For the girls remaining in Orange, there was no such forgetfulness. In a way, they wanted to remember: to remember Quinta. On Tuesday, December 10, Edna, Albina, and Grace arrived at St. Venantius Church for her funeral. The variance in their fortunes was clear for the waiting reporters to see: Grace “walked briskly and unaided,”31 while Edna “seemed to be the most affected by the disease.”32 For Albina, this was the second sister she had lost to radium poisoning, and even to attend was a struggle. Yet she was determined to pay her respects. There was a long flight of stairs leading to the church door, but Albina fought her way up every single step, even though she was “apparently near collapse.”33 This was more important than her comfort. This was for Quinta.

It was a brief service. Helen and Robert, the McDonald children, “kept close to their father, both too young to realize their loss, yet sensing.”34 In the weeks to come, they would indeed have a Christmas they would never forget.

Immediately after the Mass, the family and close friends progressed to Rosedale Cemetery, where Quinta would join her sister Mollie in rest. It was a simple burial, without fuss, as she would have wanted.

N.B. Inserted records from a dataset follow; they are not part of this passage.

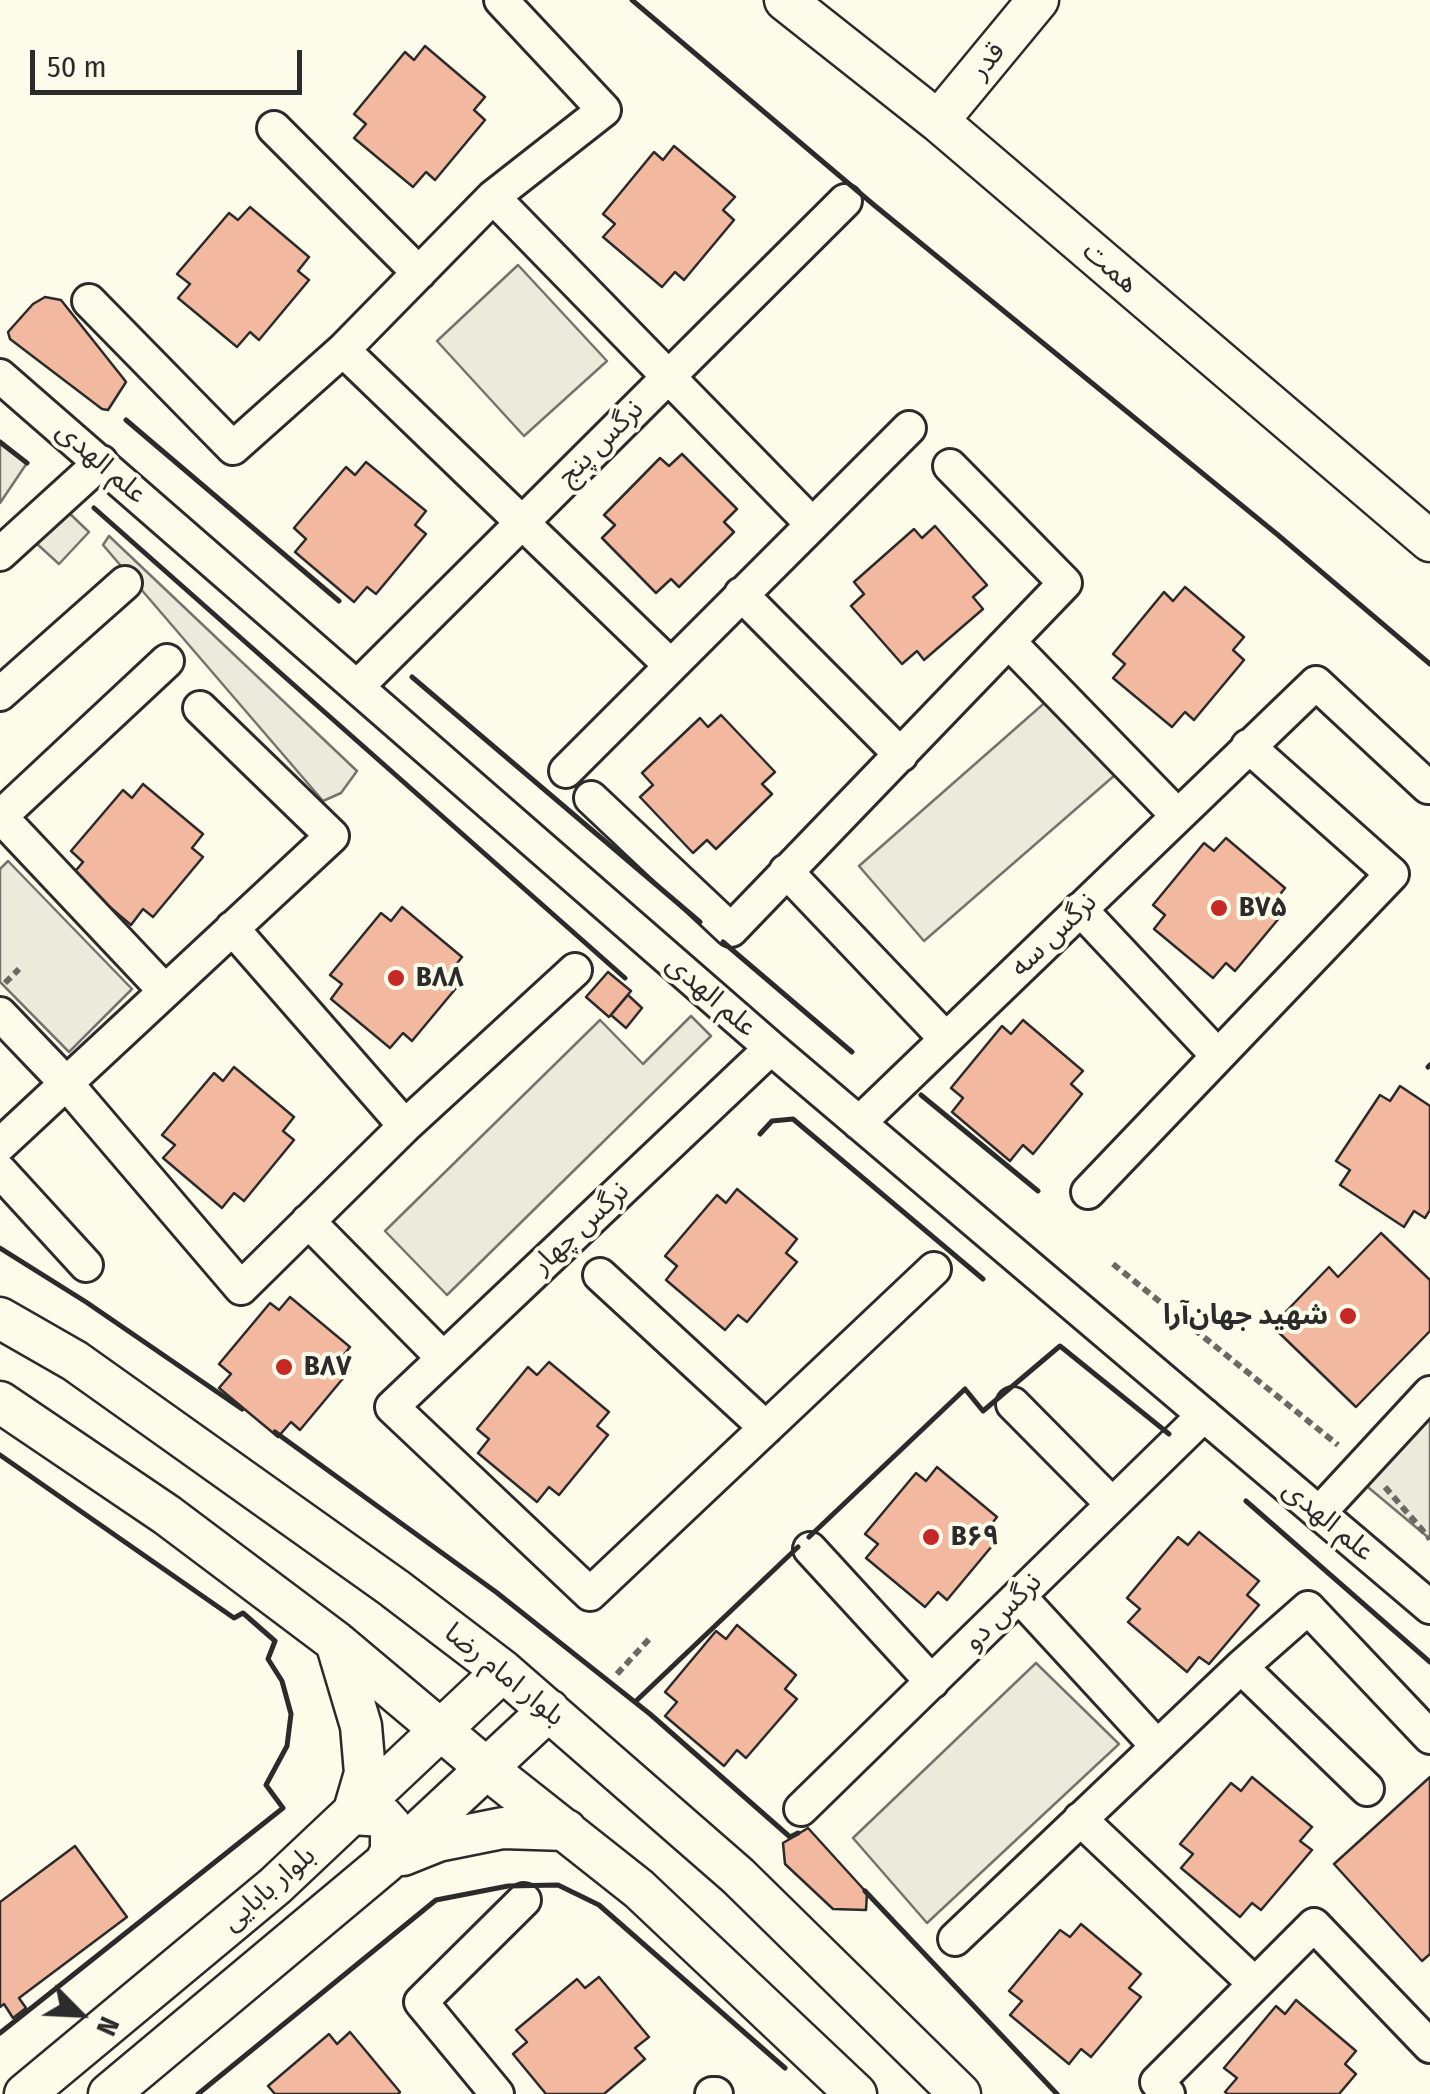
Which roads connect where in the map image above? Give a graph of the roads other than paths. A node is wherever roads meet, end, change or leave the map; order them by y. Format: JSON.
{"nodes":[{"id":1,"x":501,"y":0,"type":"edge"},
{"id":2,"x":785,"y":0,"type":"edge"},
{"id":3,"x":1038,"y":0,"type":"edge"},
{"id":4,"x":938,"y":121,"type":"junction"},
{"id":5,"x":274,"y":128,"type":"dead end"},
{"id":6,"x":494,"y":197,"type":"junction"},
{"id":7,"x":845,"y":201,"type":"dead end"},
{"id":8,"x":418,"y":273,"type":"junction"},
{"id":9,"x":89,"y":302,"type":"dead end"},
{"id":10,"x":343,"y":350,"type":"junction"},
{"id":11,"x":0,"y":376,"type":"edge"},
{"id":12,"x":669,"y":376,"type":"junction"},
{"id":13,"x":909,"y":428,"type":"dead end"},
{"id":14,"x":101,"y":462,"type":"junction"},
{"id":15,"x":950,"y":466,"type":"dead end"},
{"id":16,"x":522,"y":522,"type":"junction"},
{"id":17,"x":812,"y":524,"type":"junction"},
{"id":18,"x":1430,"y":541,"type":"edge"},
{"id":19,"x":0,"y":554,"type":"edge"},
{"id":20,"x":125,"y":583,"type":"dead end"},
{"id":21,"x":741,"y":594,"type":"junction"},
{"id":22,"x":1009,"y":642,"type":"junction"},
{"id":23,"x":168,"y":661,"type":"dead end"},
{"id":24,"x":670,"y":665,"type":"junction"},
{"id":25,"x":358,"y":686,"type":"junction"},
{"id":26,"x":0,"y":694,"type":"edge"},
{"id":27,"x":200,"y":708,"type":"dead end"},
{"id":28,"x":1248,"y":746,"type":"junction"},
{"id":29,"x":901,"y":754,"type":"junction"},
{"id":30,"x":566,"y":770,"type":"dead end"},
{"id":31,"x":1428,"y":787,"type":"dead end"},
{"id":32,"x":591,"y":798,"type":"dead end"},
{"id":33,"x":1178,"y":815,"type":"junction"},
{"id":34,"x":0,"y":816,"type":"edge"},
{"id":35,"x":786,"y":871,"type":"junction"},
{"id":36,"x":1080,"y":910,"type":"junction"},
{"id":37,"x":232,"y":928,"type":"junction"},
{"id":38,"x":575,"y":970,"type":"dead end"},
{"id":39,"x":166,"y":992,"type":"junction"},
{"id":40,"x":0,"y":1014,"type":"edge"},
{"id":41,"x":946,"y":1039,"type":"junction"},
{"id":42,"x":771,"y":1048,"type":"junction"},
{"id":43,"x":1218,"y":1056,"type":"junction"},
{"id":44,"x":66,"y":1084,"type":"junction"},
{"id":45,"x":859,"y":1123,"type":"junction"},
{"id":46,"x":405,"y":1126,"type":"junction"},
{"id":47,"x":0,"y":1146,"type":"edge"},
{"id":48,"x":0,"y":1171,"type":"edge"},
{"id":49,"x":1088,"y":1192,"type":"dead end"},
{"id":50,"x":308,"y":1221,"type":"junction"},
{"id":51,"x":86,"y":1265,"type":"dead end"},
{"id":52,"x":934,"y":1269,"type":"dead end"},
{"id":53,"x":600,"y":1275,"type":"dead end"},
{"id":54,"x":0,"y":1318,"type":"edge"},
{"id":55,"x":443,"y":1358,"type":"junction"},
{"id":56,"x":1430,"y":1393,"type":"edge"},
{"id":57,"x":0,"y":1402,"type":"edge"},
{"id":58,"x":1013,"y":1404,"type":"dead end"},
{"id":59,"x":1204,"y":1415,"type":"junction"},
{"id":60,"x":766,"y":1428,"type":"junction"},
{"id":61,"x":1112,"y":1504,"type":"junction"},
{"id":62,"x":1319,"y":1513,"type":"junction"},
{"id":63,"x":810,"y":1549,"type":"dead end"},
{"id":64,"x":1019,"y":1596,"type":"junction"},
{"id":65,"x":1430,"y":1607,"type":"edge"},
{"id":66,"x":336,"y":1642,"type":"junction"},
{"id":67,"x":1240,"y":1667,"type":"junction"},
{"id":68,"x":503,"y":1671,"type":"junction"},
{"id":69,"x":932,"y":1682,"type":"junction"},
{"id":70,"x":549,"y":1710,"type":"junction"},
{"id":71,"x":442,"y":1728,"type":"junction"},
{"id":72,"x":1430,"y":1737,"type":"edge"},
{"id":73,"x":1156,"y":1745,"type":"junction"},
{"id":74,"x":486,"y":1768,"type":"junction"},
{"id":75,"x":1367,"y":1789,"type":"dead end"},
{"id":76,"x":801,"y":1808,"type":"dead end"},
{"id":77,"x":353,"y":1814,"type":"junction"},
{"id":78,"x":1080,"y":1819,"type":"junction"},
{"id":79,"x":566,"y":1830,"type":"junction"},
{"id":80,"x":385,"y":1862,"type":"junction"},
{"id":81,"x":524,"y":1900,"type":"dead end"},
{"id":82,"x":955,"y":1939,"type":"dead end"},
{"id":83,"x":1255,"y":1984,"type":"junction"},
{"id":84,"x":1430,"y":2046,"type":"edge"},
{"id":85,"x":25,"y":2094,"type":"edge"},
{"id":86,"x":109,"y":2094,"type":"edge"},
{"id":87,"x":497,"y":2094,"type":"edge"},
{"id":88,"x":856,"y":2094,"type":"edge"},
{"id":89,"x":960,"y":2094,"type":"edge"},
{"id":90,"x":1168,"y":2094,"type":"edge"}],
"edges":[{"from":1,"to":6,"type":"street"},
{"from":2,"to":4,"type":"street","name":"همت"},
{"from":3,"to":4,"type":"street","name":"قدر"},
{"from":4,"to":18,"type":"street","name":"همت"},
{"from":5,"to":8,"type":"street"},
{"from":6,"to":8,"type":"street"},
{"from":6,"to":12,"type":"street"},
{"from":7,"to":12,"type":"street","name":"نرگس پنج"},
{"from":8,"to":10,"type":"street"},
{"from":9,"to":10,"type":"street"},
{"from":10,"to":16,"type":"street"},
{"from":11,"to":14,"type":"street","name":"علم الهدی"},
{"from":12,"to":16,"type":"street","name":"نرگس پنج"},
{"from":12,"to":17,"type":"street"},
{"from":13,"to":17,"type":"street"},
{"from":14,"to":19,"type":"street"},
{"from":14,"to":25,"type":"street","name":"علم الهدی"},
{"from":15,"to":22,"type":"street"},
{"from":16,"to":24,"type":"street"},
{"from":16,"to":25,"type":"street","name":"نرگس پنج"},
{"from":17,"to":21,"type":"street"},
{"from":20,"to":26,"type":"street"},
{"from":21,"to":24,"type":"street"},
{"from":21,"to":29,"type":"street"},
{"from":22,"to":29,"type":"street"},
{"from":22,"to":33,"type":"street"},
{"from":23,"to":34,"type":"street"},
{"from":24,"to":30,"type":"street"},
{"from":25,"to":42,"type":"street","name":"علم الهدی"},
{"from":27,"to":37,"type":"street"},
{"from":28,"to":31,"type":"street","name":"نرگس سه"},
{"from":28,"to":33,"type":"street","name":"نرگس سه"},
{"from":28,"to":43,"type":"street"},
{"from":29,"to":35,"type":"street"},
{"from":32,"to":35,"type":"street"},
{"from":33,"to":36,"type":"street","name":"نرگس سه"},
{"from":34,"to":39,"type":"street"},
{"from":35,"to":41,"type":"street"},
{"from":36,"to":41,"type":"street","name":"نرگس سه"},
{"from":36,"to":43,"type":"street"},
{"from":37,"to":39,"type":"street"},
{"from":37,"to":46,"type":"street"},
{"from":38,"to":46,"type":"street"},
{"from":39,"to":44,"type":"street"},
{"from":40,"to":44,"type":"street"},
{"from":41,"to":45,"type":"street","name":"نرگس سه"},
{"from":42,"to":45,"type":"street","name":"علم الهدی"},
{"from":42,"to":55,"type":"street","name":"نرگس چهار"},
{"from":43,"to":49,"type":"street"},
{"from":44,"to":47,"type":"street"},
{"from":44,"to":50,"type":"street"},
{"from":45,"to":59,"type":"street","name":"علم الهدی"},
{"from":46,"to":50,"type":"street"},
{"from":48,"to":51,"type":"street"},
{"from":50,"to":55,"type":"street"},
{"from":52,"to":60,"type":"street"},
{"from":53,"to":60,"type":"street"},
{"from":54,"to":68,"type":"street","name":"بلوار امام رضا"},
{"from":55,"to":60,"type":"street","name":"نرگس چهار"},
{"from":56,"to":62,"type":"street"},
{"from":57,"to":66,"type":"street"},
{"from":58,"to":61,"type":"street"},
{"from":59,"to":61,"type":"street","name":"نرگس دو"},
{"from":59,"to":62,"type":"street","name":"علم الهدی"},
{"from":61,"to":64,"type":"street","name":"نرگس دو"},
{"from":62,"to":65,"type":"street","name":"علم الهدی"},
{"from":63,"to":69,"type":"street"},
{"from":64,"to":69,"type":"street","name":"نرگس دو"},
{"from":64,"to":73,"type":"street"},
{"from":66,"to":71,"type":"street"},
{"from":66,"to":77,"type":"street"},
{"from":67,"to":72,"type":"street"},
{"from":67,"to":73,"type":"street"},
{"from":67,"to":75,"type":"street"},
{"from":68,"to":70,"type":"street","name":"بلوار امام رضا"},
{"from":68,"to":71,"type":"street","name":"بلوار بابایی"},
{"from":69,"to":76,"type":"street","name":"نرگس دو"},
{"from":70,"to":74,"type":"street","name":"بلوار بابایی"},
{"from":70,"to":89,"type":"street","name":"بلوار امام رضا"},
{"from":71,"to":74,"type":"street"},
{"from":71,"to":77,"type":"street","name":"بلوار بابایی"},
{"from":73,"to":78,"type":"street"},
{"from":74,"to":79,"type":"street"},
{"from":74,"to":80,"type":"street","name":"بلوار بابایی"},
{"from":77,"to":80,"type":"street"},
{"from":77,"to":85,"type":"street","name":"بلوار بابایی"},
{"from":78,"to":82,"type":"street"},
{"from":78,"to":83,"type":"street"},
{"from":79,"to":80,"type":"street"},
{"from":79,"to":88,"type":"street"},
{"from":80,"to":86,"type":"street","name":"بلوار بابایی"},
{"from":81,"to":87,"type":"street"},
{"from":83,"to":84,"type":"street"},
{"from":83,"to":90,"type":"street"}]}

There was one other thing she had asked for. She wanted her death to be of service to her friends; “she could thus,” said Ethel sadly, “leave a parting gift to other victims.”35 And so Martland conducted an autopsy and discovered that Quinta had died from the same rare sarcoma that had killed Ella Eckert. Quinta’s may not have been on her shoulder, but it was the same thing; it was just that the radium had chosen a different target in her bones. Martland gave a statement about this new threat. “The bones of the victims,” he revealed, “had actually died before they did.”36

One might have thought that on learning of Quinta’s death—this woman the company doctors had professed was not going to die—the United States Radium Corporation might, at last, have softened. But one would be wrong. Berry did manage to win a settlement of $8,000 ($113,541) for Mae Canfield in the new year, but the company had a straitjacket clause attached. The only way they would pay his client any money, they said, was if Berry himself was incorporated into the deal. He was far too knowledgeable about their activities—and becoming far too skilled in court—to be left off a leash.

And so Raymond Berry, legal champion, the pioneering attorney who had been the only lawyer to answer Grace’s call for help, found himself forced into signing his name to the following statement: “I agree not to be connected with, directly or indirectly, any other cases against the United States Radium Corporation, nor to render assistance to any persons in any actions against said Company, nor to furnish data or information to any such persons in matters against said Company.”37

Berry was gone. He had been a serious fighter against the firm, an irksome thorn in their side. But now, with surgical precision, they had plucked him out and banished him.

They were two settlements down, but the United States Radium Corporation was winning the war.